§ What the task requires: Only the lines that hold "Amandusstraße" should be in the answer, each copied from the data below.

Dataset entries
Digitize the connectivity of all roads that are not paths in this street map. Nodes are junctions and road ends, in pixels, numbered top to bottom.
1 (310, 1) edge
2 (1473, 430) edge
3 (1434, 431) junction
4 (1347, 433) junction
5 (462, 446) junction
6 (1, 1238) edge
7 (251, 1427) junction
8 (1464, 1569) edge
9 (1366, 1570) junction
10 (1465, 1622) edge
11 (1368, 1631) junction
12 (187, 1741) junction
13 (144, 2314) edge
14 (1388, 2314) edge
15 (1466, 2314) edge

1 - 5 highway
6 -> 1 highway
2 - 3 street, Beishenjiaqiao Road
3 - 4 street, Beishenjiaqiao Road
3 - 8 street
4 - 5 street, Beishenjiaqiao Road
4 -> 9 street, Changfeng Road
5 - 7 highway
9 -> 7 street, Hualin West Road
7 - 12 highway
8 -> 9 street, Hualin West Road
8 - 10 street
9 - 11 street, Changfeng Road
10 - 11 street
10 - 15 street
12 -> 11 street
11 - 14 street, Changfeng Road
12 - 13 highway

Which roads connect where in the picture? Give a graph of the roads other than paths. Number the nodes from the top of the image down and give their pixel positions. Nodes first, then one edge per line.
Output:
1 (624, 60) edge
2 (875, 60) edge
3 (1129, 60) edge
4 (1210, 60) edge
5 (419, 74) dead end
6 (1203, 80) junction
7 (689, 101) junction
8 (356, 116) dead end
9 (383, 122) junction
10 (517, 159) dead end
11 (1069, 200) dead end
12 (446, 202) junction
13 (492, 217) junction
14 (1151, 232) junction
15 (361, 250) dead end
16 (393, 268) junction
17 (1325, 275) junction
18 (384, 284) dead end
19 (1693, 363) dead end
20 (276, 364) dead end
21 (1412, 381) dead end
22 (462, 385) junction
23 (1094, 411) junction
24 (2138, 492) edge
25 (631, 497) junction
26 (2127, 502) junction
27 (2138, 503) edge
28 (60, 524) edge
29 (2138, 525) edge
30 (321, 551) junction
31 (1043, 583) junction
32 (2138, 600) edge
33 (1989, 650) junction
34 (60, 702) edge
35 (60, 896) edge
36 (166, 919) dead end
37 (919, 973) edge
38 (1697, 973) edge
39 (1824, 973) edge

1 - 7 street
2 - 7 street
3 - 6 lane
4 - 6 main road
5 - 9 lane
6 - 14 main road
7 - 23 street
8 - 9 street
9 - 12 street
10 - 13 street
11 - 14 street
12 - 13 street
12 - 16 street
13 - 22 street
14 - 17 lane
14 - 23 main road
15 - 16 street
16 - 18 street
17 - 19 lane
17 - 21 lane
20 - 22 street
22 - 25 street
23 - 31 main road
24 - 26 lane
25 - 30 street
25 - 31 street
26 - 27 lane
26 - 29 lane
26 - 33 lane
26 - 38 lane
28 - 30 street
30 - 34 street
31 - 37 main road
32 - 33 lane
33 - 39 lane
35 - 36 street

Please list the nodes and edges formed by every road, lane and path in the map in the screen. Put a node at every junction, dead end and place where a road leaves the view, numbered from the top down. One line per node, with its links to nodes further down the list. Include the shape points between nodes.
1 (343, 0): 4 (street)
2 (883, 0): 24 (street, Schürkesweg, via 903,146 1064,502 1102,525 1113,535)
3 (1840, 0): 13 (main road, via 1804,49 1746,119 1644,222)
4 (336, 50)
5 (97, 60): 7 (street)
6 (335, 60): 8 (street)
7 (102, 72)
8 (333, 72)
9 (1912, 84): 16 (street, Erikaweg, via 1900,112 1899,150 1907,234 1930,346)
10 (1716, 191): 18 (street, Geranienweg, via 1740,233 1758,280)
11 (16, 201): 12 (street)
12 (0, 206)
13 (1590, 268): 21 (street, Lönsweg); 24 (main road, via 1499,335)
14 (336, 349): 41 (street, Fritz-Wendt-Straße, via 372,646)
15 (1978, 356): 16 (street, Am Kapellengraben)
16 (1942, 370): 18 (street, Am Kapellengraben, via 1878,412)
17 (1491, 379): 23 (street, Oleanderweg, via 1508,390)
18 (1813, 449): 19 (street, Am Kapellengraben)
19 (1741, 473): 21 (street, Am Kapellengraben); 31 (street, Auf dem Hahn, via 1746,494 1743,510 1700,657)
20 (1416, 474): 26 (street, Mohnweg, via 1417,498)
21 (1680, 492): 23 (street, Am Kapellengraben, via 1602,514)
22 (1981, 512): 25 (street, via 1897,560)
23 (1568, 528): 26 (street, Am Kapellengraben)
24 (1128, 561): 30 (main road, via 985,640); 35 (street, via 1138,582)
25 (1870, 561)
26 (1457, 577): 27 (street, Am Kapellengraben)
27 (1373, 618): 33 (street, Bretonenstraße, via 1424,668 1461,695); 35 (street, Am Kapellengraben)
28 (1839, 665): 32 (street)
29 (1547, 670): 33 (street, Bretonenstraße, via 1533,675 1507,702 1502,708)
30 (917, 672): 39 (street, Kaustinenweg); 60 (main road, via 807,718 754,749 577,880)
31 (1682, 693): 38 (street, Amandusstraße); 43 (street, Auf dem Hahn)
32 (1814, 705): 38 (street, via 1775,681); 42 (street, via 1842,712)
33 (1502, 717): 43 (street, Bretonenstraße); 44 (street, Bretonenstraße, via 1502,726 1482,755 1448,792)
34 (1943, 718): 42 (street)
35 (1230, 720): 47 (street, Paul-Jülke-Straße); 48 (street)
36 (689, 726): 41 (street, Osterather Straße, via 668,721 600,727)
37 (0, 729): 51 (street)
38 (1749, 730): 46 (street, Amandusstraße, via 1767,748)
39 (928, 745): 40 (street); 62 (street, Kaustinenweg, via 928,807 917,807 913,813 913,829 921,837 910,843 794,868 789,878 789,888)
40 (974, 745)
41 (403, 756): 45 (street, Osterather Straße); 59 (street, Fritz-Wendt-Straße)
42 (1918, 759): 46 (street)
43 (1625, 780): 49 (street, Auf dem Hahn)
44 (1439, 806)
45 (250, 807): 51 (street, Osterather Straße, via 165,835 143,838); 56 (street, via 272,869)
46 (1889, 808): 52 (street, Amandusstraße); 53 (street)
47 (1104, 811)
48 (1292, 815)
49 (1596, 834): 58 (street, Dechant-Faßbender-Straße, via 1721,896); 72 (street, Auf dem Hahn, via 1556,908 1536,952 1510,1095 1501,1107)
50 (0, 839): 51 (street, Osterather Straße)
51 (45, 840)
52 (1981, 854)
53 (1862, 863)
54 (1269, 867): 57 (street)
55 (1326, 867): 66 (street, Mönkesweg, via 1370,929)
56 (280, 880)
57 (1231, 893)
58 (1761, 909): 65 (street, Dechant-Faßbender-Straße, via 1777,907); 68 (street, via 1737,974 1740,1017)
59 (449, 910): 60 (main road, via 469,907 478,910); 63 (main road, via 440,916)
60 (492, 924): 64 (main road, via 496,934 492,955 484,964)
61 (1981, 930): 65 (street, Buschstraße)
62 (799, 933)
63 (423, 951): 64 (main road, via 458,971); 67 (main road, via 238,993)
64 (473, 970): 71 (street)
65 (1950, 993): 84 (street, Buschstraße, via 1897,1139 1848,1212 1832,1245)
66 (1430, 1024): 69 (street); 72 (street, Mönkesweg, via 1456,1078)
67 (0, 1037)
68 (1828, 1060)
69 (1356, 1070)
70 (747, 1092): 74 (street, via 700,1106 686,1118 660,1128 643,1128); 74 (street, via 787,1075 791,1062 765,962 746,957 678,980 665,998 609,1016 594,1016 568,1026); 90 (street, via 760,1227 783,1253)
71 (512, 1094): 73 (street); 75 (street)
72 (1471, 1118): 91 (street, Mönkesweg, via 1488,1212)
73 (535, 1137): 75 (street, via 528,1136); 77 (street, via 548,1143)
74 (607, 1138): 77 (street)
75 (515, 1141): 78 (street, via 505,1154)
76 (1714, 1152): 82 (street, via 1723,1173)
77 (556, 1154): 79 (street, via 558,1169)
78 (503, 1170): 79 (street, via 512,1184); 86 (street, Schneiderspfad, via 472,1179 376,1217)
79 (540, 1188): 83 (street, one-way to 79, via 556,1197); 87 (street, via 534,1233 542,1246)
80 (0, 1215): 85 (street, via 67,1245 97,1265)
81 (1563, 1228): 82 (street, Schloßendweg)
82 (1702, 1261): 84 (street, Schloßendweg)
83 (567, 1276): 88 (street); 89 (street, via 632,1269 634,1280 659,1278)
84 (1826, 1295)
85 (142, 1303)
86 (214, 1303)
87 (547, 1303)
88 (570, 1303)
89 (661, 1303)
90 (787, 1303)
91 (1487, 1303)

§ Output below:
31 (1682, 693): 38 (street, Amandusstraße); 43 (street, Auf dem Hahn)
38 (1749, 730): 46 (street, Amandusstraße, via 1767,748)
46 (1889, 808): 52 (street, Amandusstraße); 53 (street)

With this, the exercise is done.